Connolly: ... it's not a dead punk.

Carlson: Right. But that was what we decided, and we knew we had to stick to it even if it felt unnatural because there had to be some serious criteria to work from.

AC: Other than the two of you, there are 17 other contributors to the book, including former Alamo programmer Kier-La Janisse and Ant Timpson. How did you select them, and how did that work?

Carlson: We kind of had to do that Tom Sawyer thing: "Hey, painting this fence sure is fun!"

Connolly: There were a lot of people who said yes who would then get overwhelmed by it and end up giving us maybe two reviews ... which were great, and I'm really happy they contributed them, but they'd have to back away because they saw how crazy we were getting.

AC: Did you enter into this project seven years ago with any inkling of how huge the final contents and gorgeous the actual book would become?

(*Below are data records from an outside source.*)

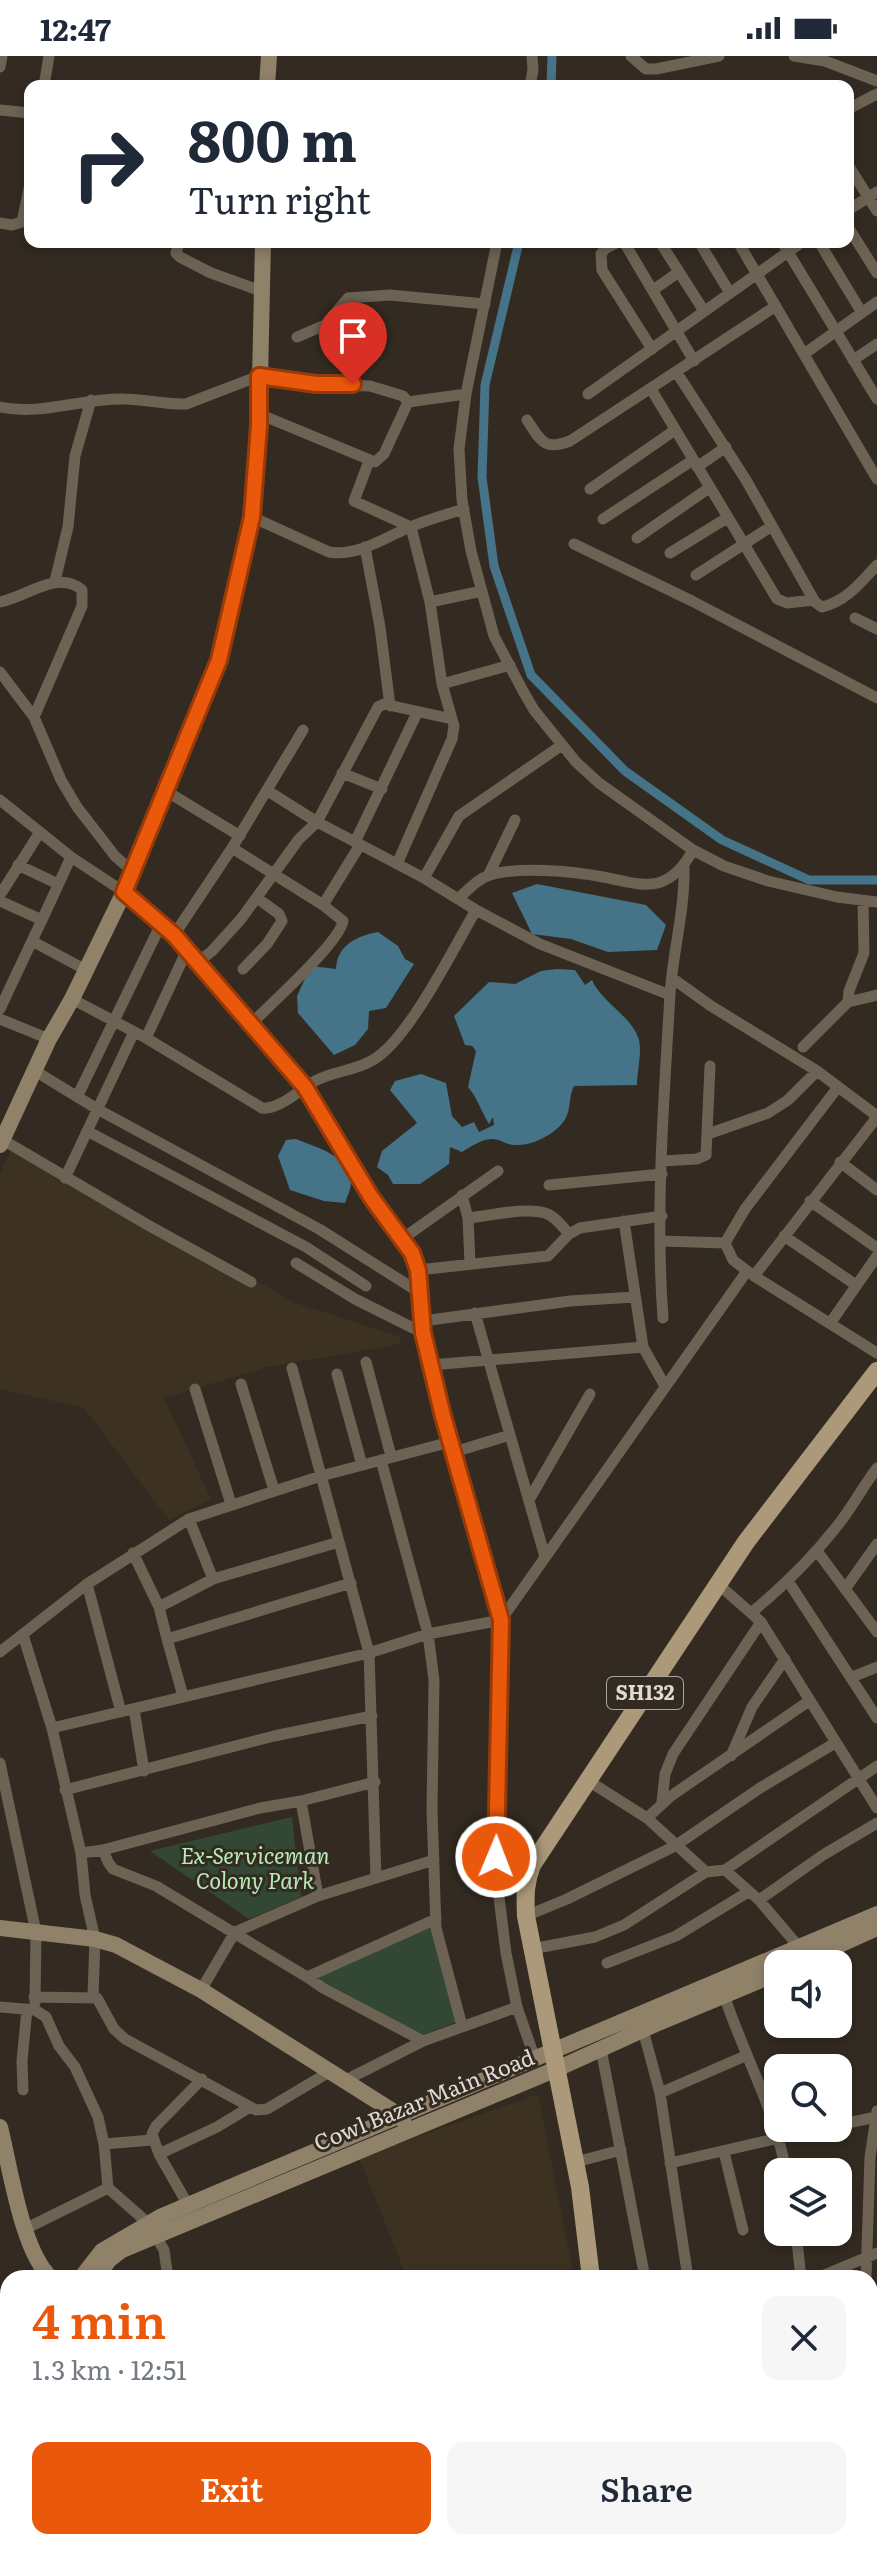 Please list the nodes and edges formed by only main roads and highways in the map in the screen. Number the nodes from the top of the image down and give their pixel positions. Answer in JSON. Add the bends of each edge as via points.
{"nodes":[{"id":1,"x":877,"y":1371,"type":"edge"},
{"id":2,"x":590,"y":2270,"type":"edge"}],
"edges":[{"from":1,"to":2,"type":"main road","number":"SH132","via":[[746,1542],[532,1865],[524,1891],[526,1916],[576,2162]]}]} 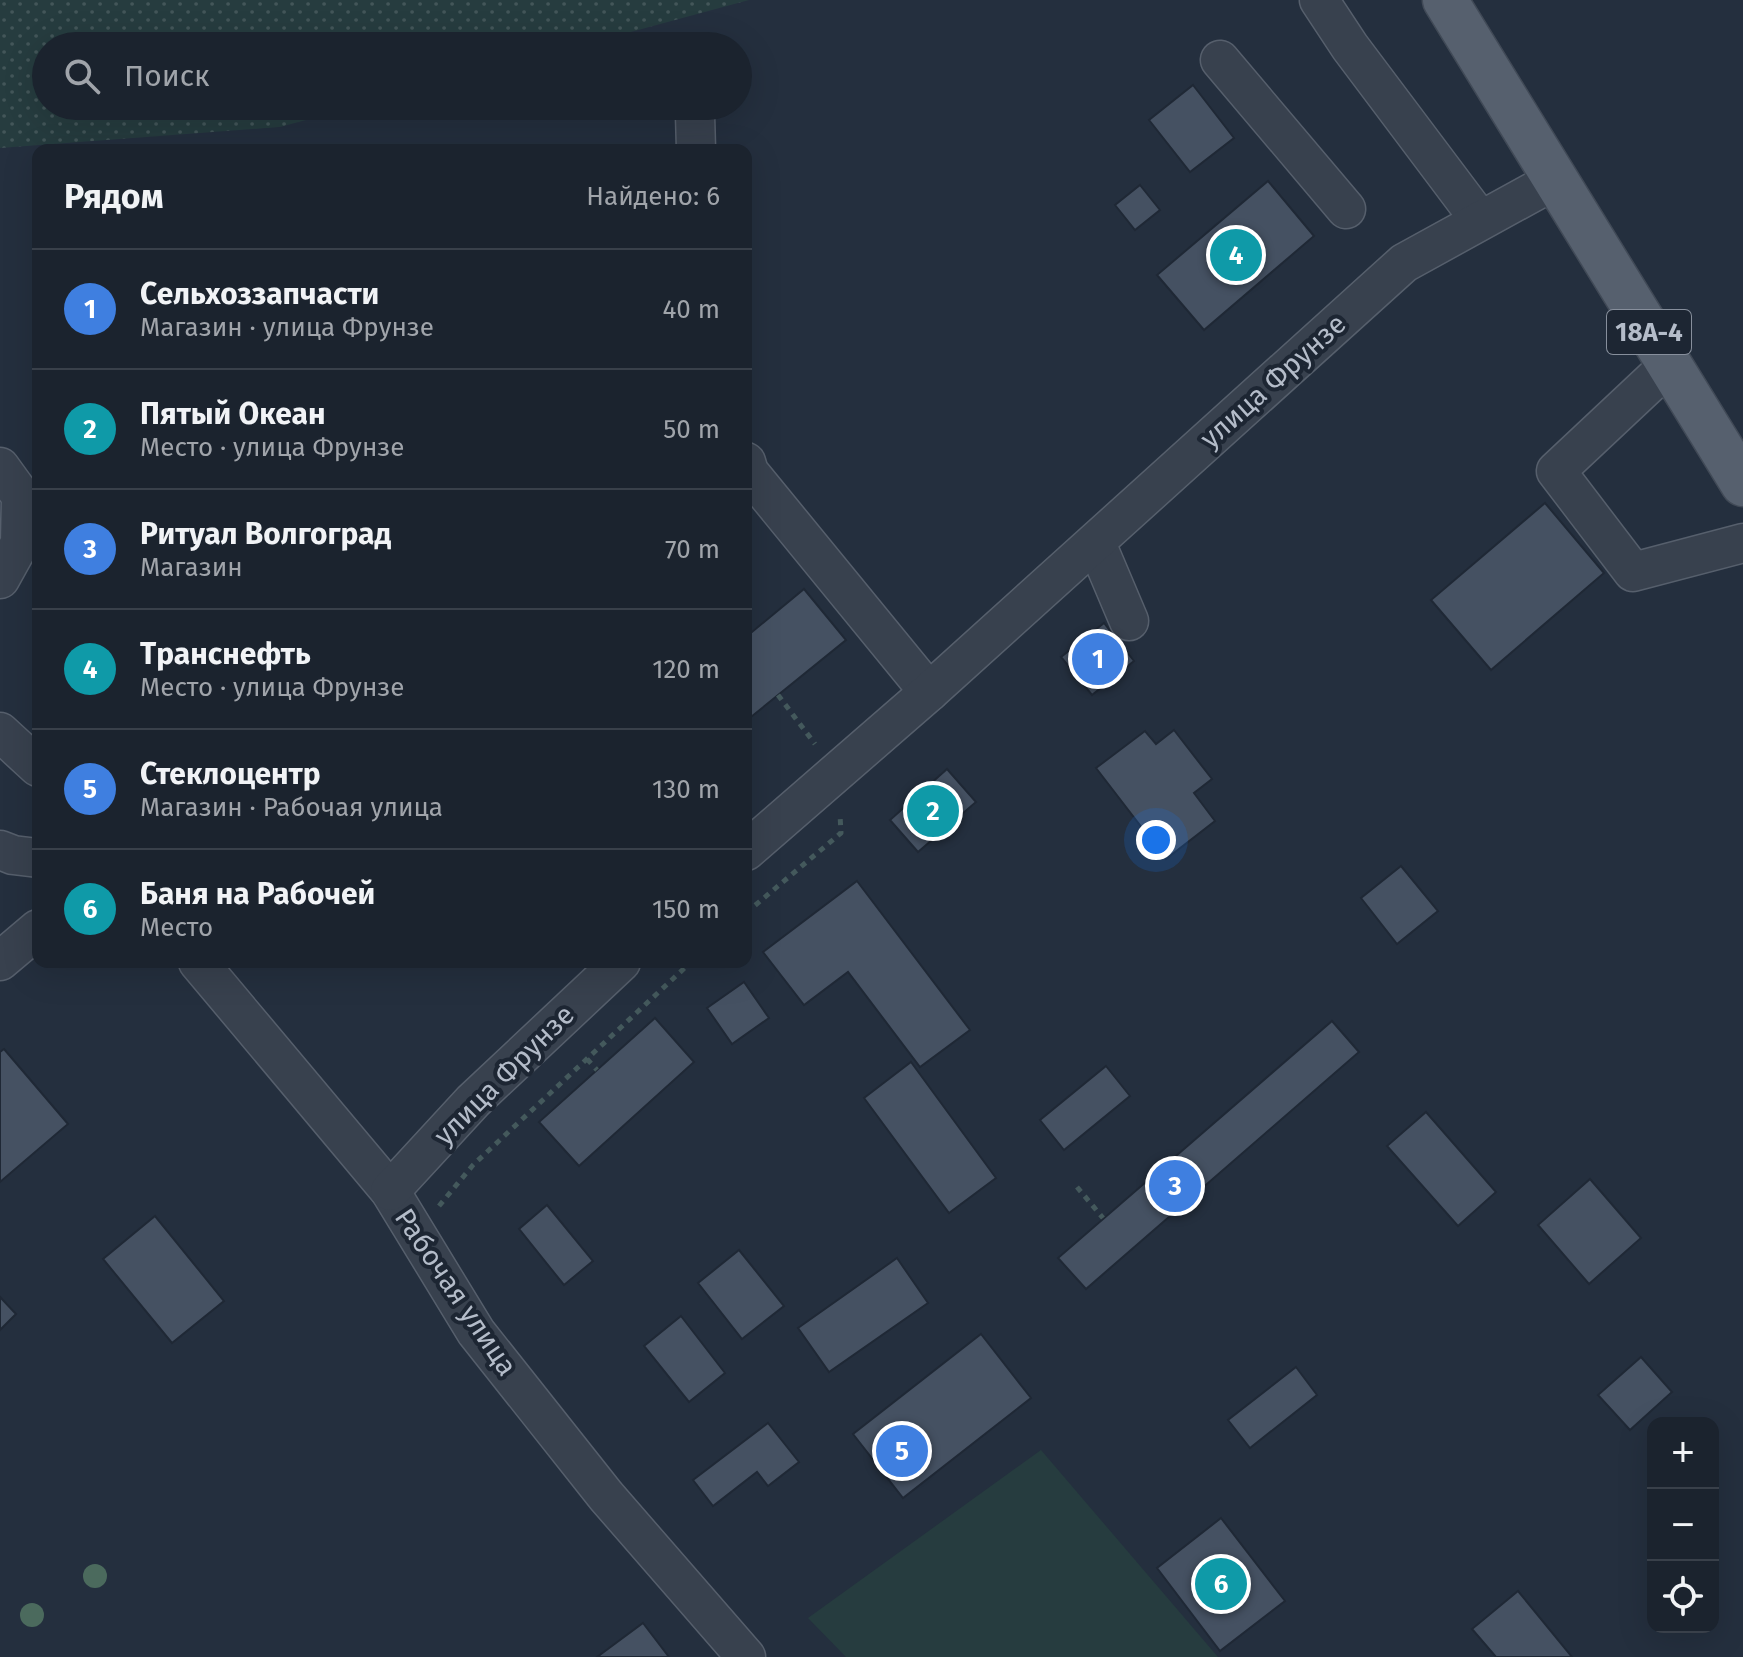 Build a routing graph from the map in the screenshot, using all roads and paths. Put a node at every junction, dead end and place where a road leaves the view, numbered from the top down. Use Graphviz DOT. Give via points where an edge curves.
graph roads {
  1 [pos="1319,0"];
  2 [pos="1445,0"];
  3 [pos="1220,60"];
  4 [pos="1555,180"];
  5 [pos="1346,209"];
  6 [pos="1480,220"];
  7 [pos="1669,365"];
  8 [pos="0,467"];
  9 [pos="752,475"];
  10 [pos="1743,484"];
  11 [pos="1096,543"];
  12 [pos="1743,543"];
  13 [pos="0,579"];
  14 [pos="1129,621"];
  15 [pos="929,692"];
  16 [pos="778,695"];
  17 [pos="0,732"];
  18 [pos="32,761"];
  19 [pos="836,771"];
  20 [pos="752,846"];
  21 [pos="0,850"];
  22 [pos="32,857"];
  23 [pos="752,908"];
  24 [pos="32,934"];
  25 [pos="0,961"];
  26 [pos="203,968"];
  27 [pos="615,968"];
  28 [pos="685,968"];
  29 [pos="587,1059"];
  30 [pos="597,1070"];
  31 [pos="1077,1187"];
  32 [pos="390,1191"];
  33 [pos="443,1218"];
  34 [pos="1103,1218"];
  35 [pos="746,1657"];
  1 -- 6 [label="street"];
  2 -- 4 [label="main road, 18А-4"];
  3 -- 5 [label="street"];
  4 -- 6 [label="street, улица Фрунзе"];
  4 -- 7 [label="main road, 18А-4"];
  6 -- 11 [label="street, улица Фрунзе" via="1404,263"];
  7 -- 10 [label="main road, 18А-4"];
  7 -- 12 [label="street" via="1556,471 1633,572"];
  8 -- 13 [label="street" via="21,496 20,543"];
  9 -- 15 [label="street"];
  11 -- 14 [label="street"];
  11 -- 15 [label="street, улица Фрунзе"];
  15 -- 19 [label="street, улица Фрунзе"];
  16 -- 19 [label="path"];
  17 -- 18 [label="street"];
  19 -- 20 [label="street, улица Фрунзе"];
  19 -- 23 [label="path" via="841,833"];
  21 -- 22 [label="street"];
  24 -- 25 [label="street"];
  26 -- 32 [label="street, Рабочая улица"];
  27 -- 32 [label="street, улица Фрунзе" via="473,1101"];
  28 -- 29 [label="path"];
  29 -- 30 [label="path"];
  29 -- 33 [label="path" via="473,1165 438,1207"];
  31 -- 34 [label="path"];
  32 -- 35 [label="street, Рабочая улица" via="476,1332 606,1496"];
}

Carlson: No, not at all. Fantagraphics is such a fantastic publisher, and Gary Groth, the founder, who is a lifetime ignorer of punk – he just doesn't have anything to do with it – looked at our manuscript and said that it was the most masochistic, autistic, idiotic, OCD thing he'd ever seen. He thought, you know, the guys who put this book together must be, like, shut-in, worthless masturbators.

Connolly: And he was right.

Carlson: He said he'd never seen this level of obsession in any project, ever. Apparently he even showed it to his 14-year-old son, and the son said, "What's wrong with them?" Which makes sense. If it were a book about basic punk rock movies, then yeah, okay, that's understandable, but this has every single movie that even has a speck of a punk in it. But that's why Fantagraphics loved the book, I guess. We're insane so they don't have to be.


Destroy All Movies!!!: The Complete Guide to Punks on Film will be released by Fantagraphics Books in November.